Riley gave Sadie an autograph. Sadie gave Riley a kiss.
"I am flabbergasted," Meredith Grissom said. "It's absolutely unreal that they would do something like this."
The Heat came to Eglin and Hurlburt for the first week of their season for many reasons, one of them being the franchise's desire to continue honoring members of the Armed Services. It's been a personal passion of Riley's for many years, and he quietly found time this week to attend the service for a fallen airman.
For Thursday's events, they broke out all the stops. Much like the "15 Strong" cards Riley ordered during Miami's run to the 2006 NBA title, more cards got broken out on this trip. One side said "Home Strong" with a photo of an American flag, the other side said "Forever" — accompanied by a photo of the NBA championship trophy.
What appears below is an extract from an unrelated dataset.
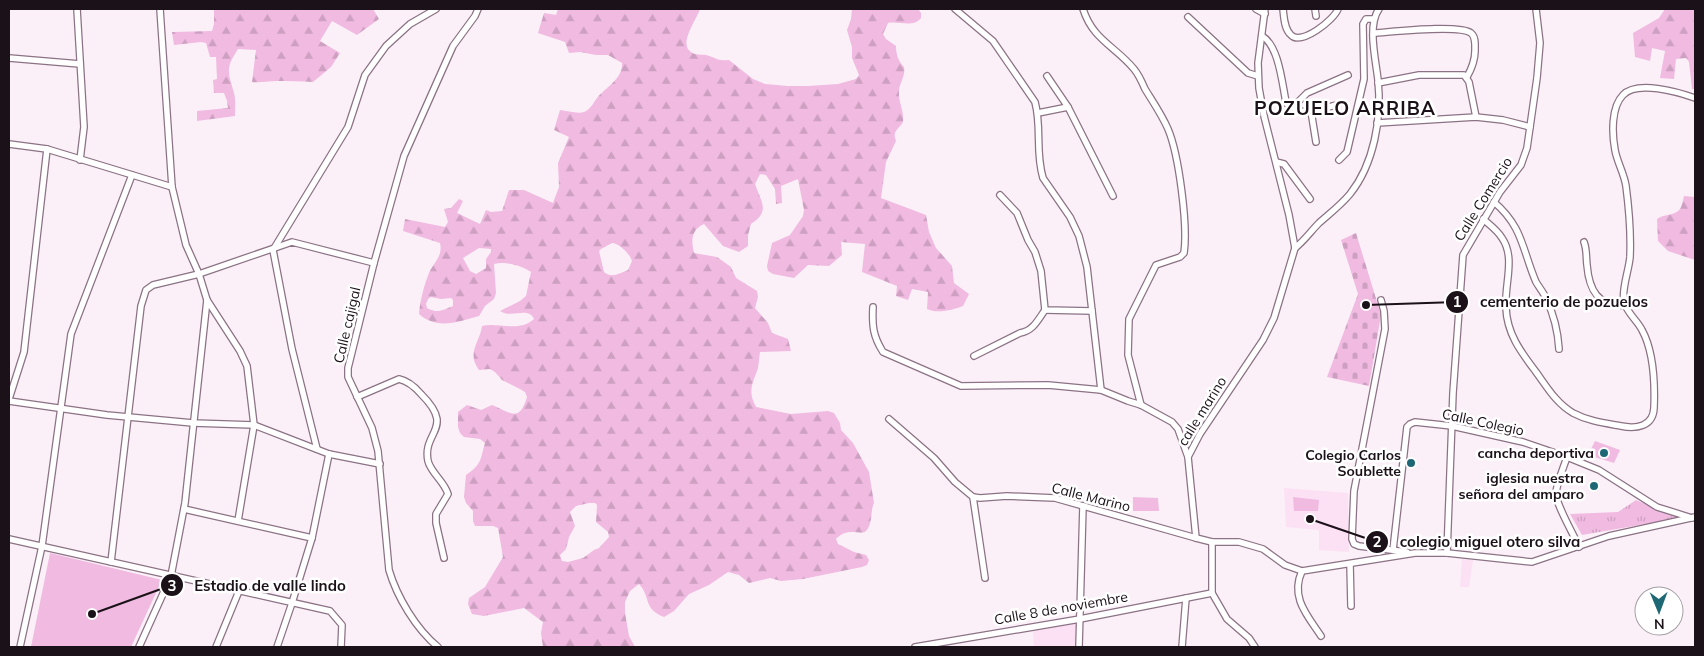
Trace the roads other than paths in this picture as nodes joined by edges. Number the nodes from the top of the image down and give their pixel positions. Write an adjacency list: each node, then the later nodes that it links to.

The Heat even had coins — for a military handshake ritual — made up. Gold in color with a textured edge, one side says "Home Strong" across the top, "Supporting The Troops" across the bottom and has the Heat logo in the middle. On the back, "2010-11" is in the center, surrounded by logos representing each branch of the U.S. military.
"One of the cool things about coming here and being here, we get to go out and experience something we only hear about and see on TV," Wade said.
Much of what the Heat experienced on Thursday is part of what the Air Force uses for recruiting and educational purposes, said Jeremy Webster, a public affairs specialist at Hurlburt Field.
Still, it's rare that such events get greeted with this kind of fanfare.
"It's been a morale booster for everyone here," Webster said.
More interaction with the Air Force hosts is scheduled on this Heat visit, first with a scrimmage with some invited airmen guests serving as fans on Friday, then another event Saturday following Miami's final practice at Hurlburt Field before heading home.
Riley has often called sports "the toy department of human affairs."
This week, that phrase has had particularly significant meaning to the Heat.
"We take what we do seriously too, as you know," Riley said. "And in talking to a lot of these heroes, they love it, they're fans, they come and support us. What they do counts and matters to them. What we do counts and matters to us. But there's a huge divide there. ... We're a country at war. I don't know if a lot of people think about that. It's such a different kind of war. These men and women understand what's going on."